New supercomputing facility raises environmental concerns

The supercomputing facility, dubbed the "Gigafactory of Compute," is located in a former manufacturing building in Memphis. However, environmental groups have raised concerns about its energy and water consumption. The Memphis Community Against Pollution and two other groups warned that the facility creates a significant "energy burden." They stated, "xAI is also expected to need at least one million gallons of water per day for its cooling towers."

Environmental impact

Community fears over energy and water supply

The CEO of Memphis Light, Gas, and Water estimated that xAI's facility may use up to 150mW of electricity an hour, equivalent to the energy required to power 100,000 homes. Memphis City Council member Pearl Walker voiced the community's concerns last week, stating "People are afraid.
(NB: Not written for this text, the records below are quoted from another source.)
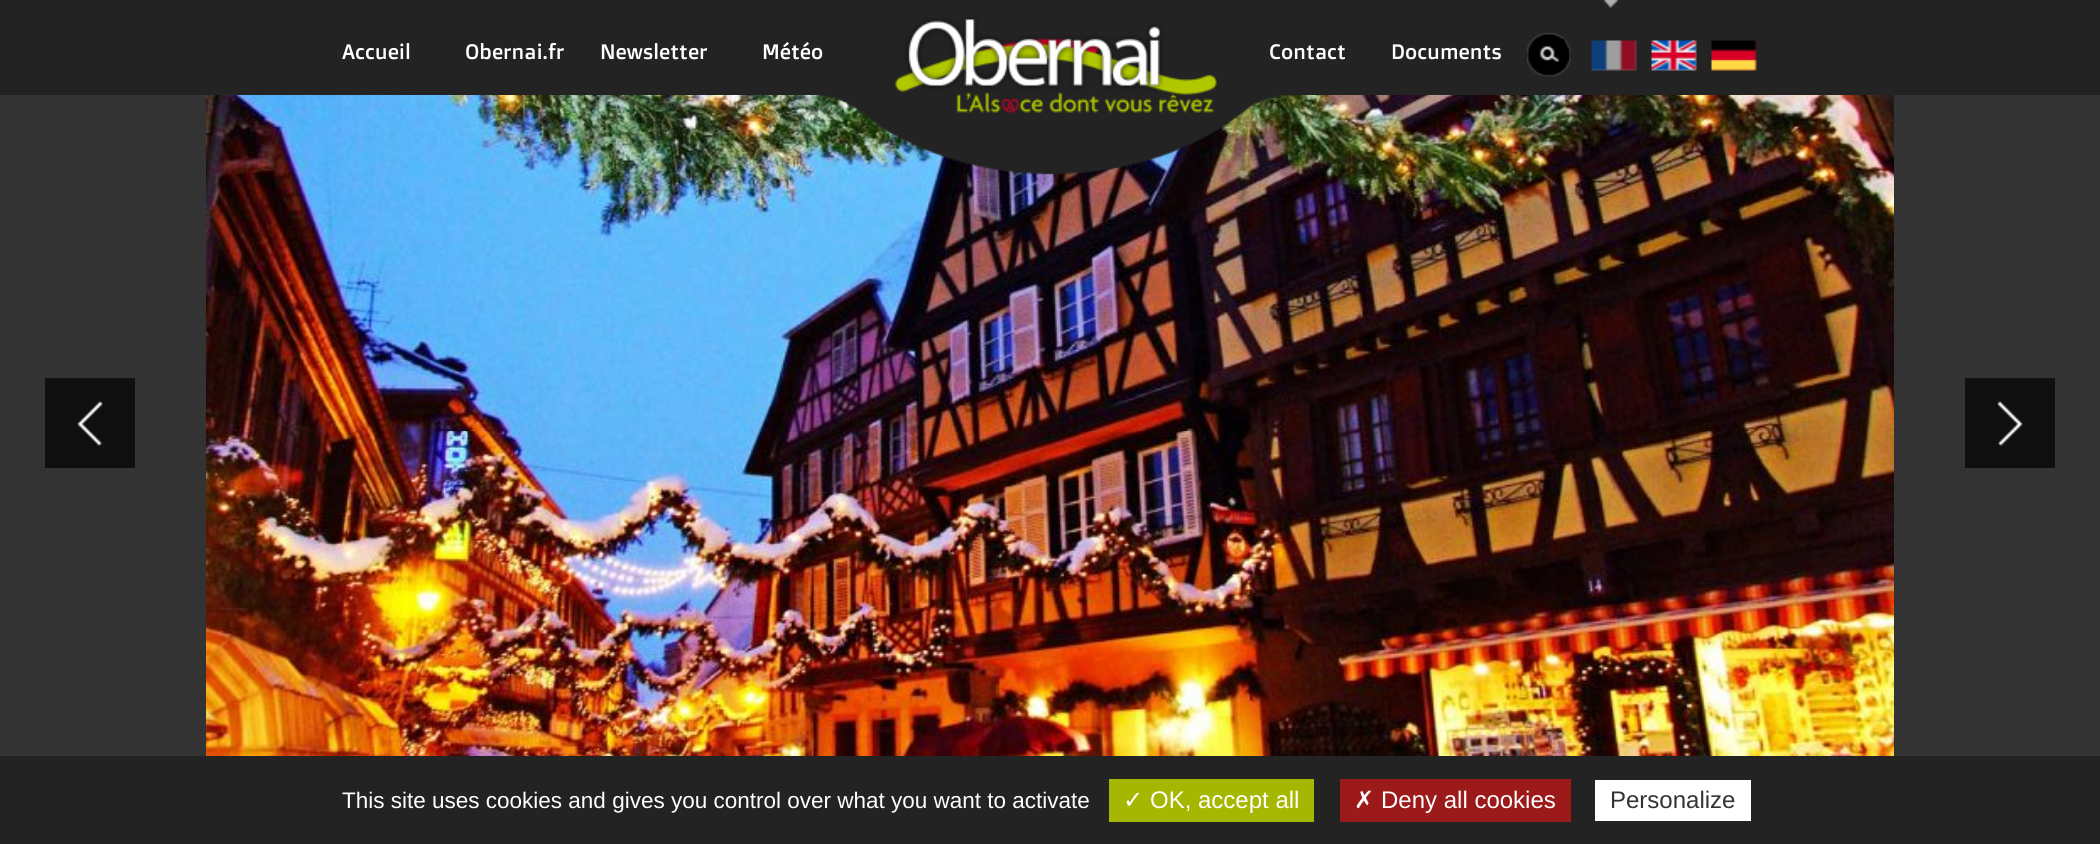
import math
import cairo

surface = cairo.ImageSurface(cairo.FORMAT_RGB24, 2100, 844)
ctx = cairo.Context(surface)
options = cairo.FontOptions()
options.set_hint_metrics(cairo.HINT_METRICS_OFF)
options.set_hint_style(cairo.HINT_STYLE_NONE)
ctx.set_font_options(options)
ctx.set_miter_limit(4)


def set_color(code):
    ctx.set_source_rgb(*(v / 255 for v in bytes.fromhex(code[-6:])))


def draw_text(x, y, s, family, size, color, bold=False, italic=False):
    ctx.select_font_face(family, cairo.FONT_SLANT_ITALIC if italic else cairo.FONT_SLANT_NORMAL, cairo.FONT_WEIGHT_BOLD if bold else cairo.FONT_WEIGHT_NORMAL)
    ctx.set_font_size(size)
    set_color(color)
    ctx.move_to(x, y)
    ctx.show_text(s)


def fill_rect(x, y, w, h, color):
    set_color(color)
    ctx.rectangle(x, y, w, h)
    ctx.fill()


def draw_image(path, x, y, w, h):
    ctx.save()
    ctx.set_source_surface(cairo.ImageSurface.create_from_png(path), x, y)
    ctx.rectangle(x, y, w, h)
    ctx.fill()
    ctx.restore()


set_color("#333333")
ctx.paint()
fill_rect(0, 0, 2100, 95, "#232323")
draw_text(342, 59, "Accueil", "Doppio One", 21, "#ffffff")
draw_text(465, 59, "Obernai.fr", "Doppio One", 21, "#ffffff")
draw_text(600, 59, "Newsletter", "Doppio One", 21, "#ffffff")
draw_image("assets/img11.png", 206, 95, 1688, 661)
draw_image("assets/img1.png", 816, 17, 471, 158)
draw_text(762, 59, "Météo", "Doppio One", 21, "#ffffff")
draw_text(1269, 59, "Contact", "Doppio One", 21, "#ffffff")
draw_text(1391, 59, "Documents", "Doppio One", 21, "#ffffff")
draw_image("assets/img3.png", 1547, 33, 3, 44)
draw_image("assets/img2.png", 1527, 33, 23, 44)
draw_image("assets/img5.png", 1548, 33, 23, 44)
draw_image("assets/img4.png", 1539, 39, 26, 30)
draw_image("assets/img6.png", 1603, 0, 16, 8)
draw_image("assets/img7.png", 1591, 40, 46, 31)
draw_image("assets/img8.png", 1651, 40, 46, 31)
draw_image("assets/img9.png", 1711, 40, 46, 31)
draw_image("assets/img10.png", 45, 377, 90, 91)
draw_image("assets/img12.png", 1965, 377, 90, 91)
fill_rect(0, 756, 2100, 88, "#232323")
draw_text(342, 808, "This site uses cookies and gives you control over what you want to activate", "Liberation Sans", 22.5, "#ffffff")
fill_rect(1109, 779, 205, 43, "#a5b701")
draw_text(1123, 808, "✓", "DejaVu Sans", 24, "#ffffff")
draw_text(1150, 808, "OK, accept all", "Liberation Sans", 24, "#ffffff")
fill_rect(1340, 779, 231, 43, "#9c1a1a")
draw_text(1354, 808, "✗", "DejaVu Sans", 24, "#ffffff")
draw_text(1381, 808, "Deny all cookies", "Liberation Sans", 24, "#ffffff")
fill_rect(1595, 780, 156, 41, "#ffffff")
draw_text(1610, 808, "Personalize", "Liberation Sans", 24, "#333333")
surface.write_to_png("output.png")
They're afraid of what's possibly going to happen with the water and they are afraid about the energy supply." The environmental groups urged xAI to invest in a wastewater reuse system.

Competition

Comparison with tech giants

Despite its size, xAI's Memphis facility may not be the biggest computing facility globally. Other tech giants such as Microsoft, Google, and Meta also use data centers for training and operating their AI models. Meta CEO Mark Zuckerberg has pledged to buy 350,000 NVIDIA H100s this year. Musk had previously announced plans to release Grok 2 next month, but it remains unclear whether this supercomputing cluster might be utilized for this purpose.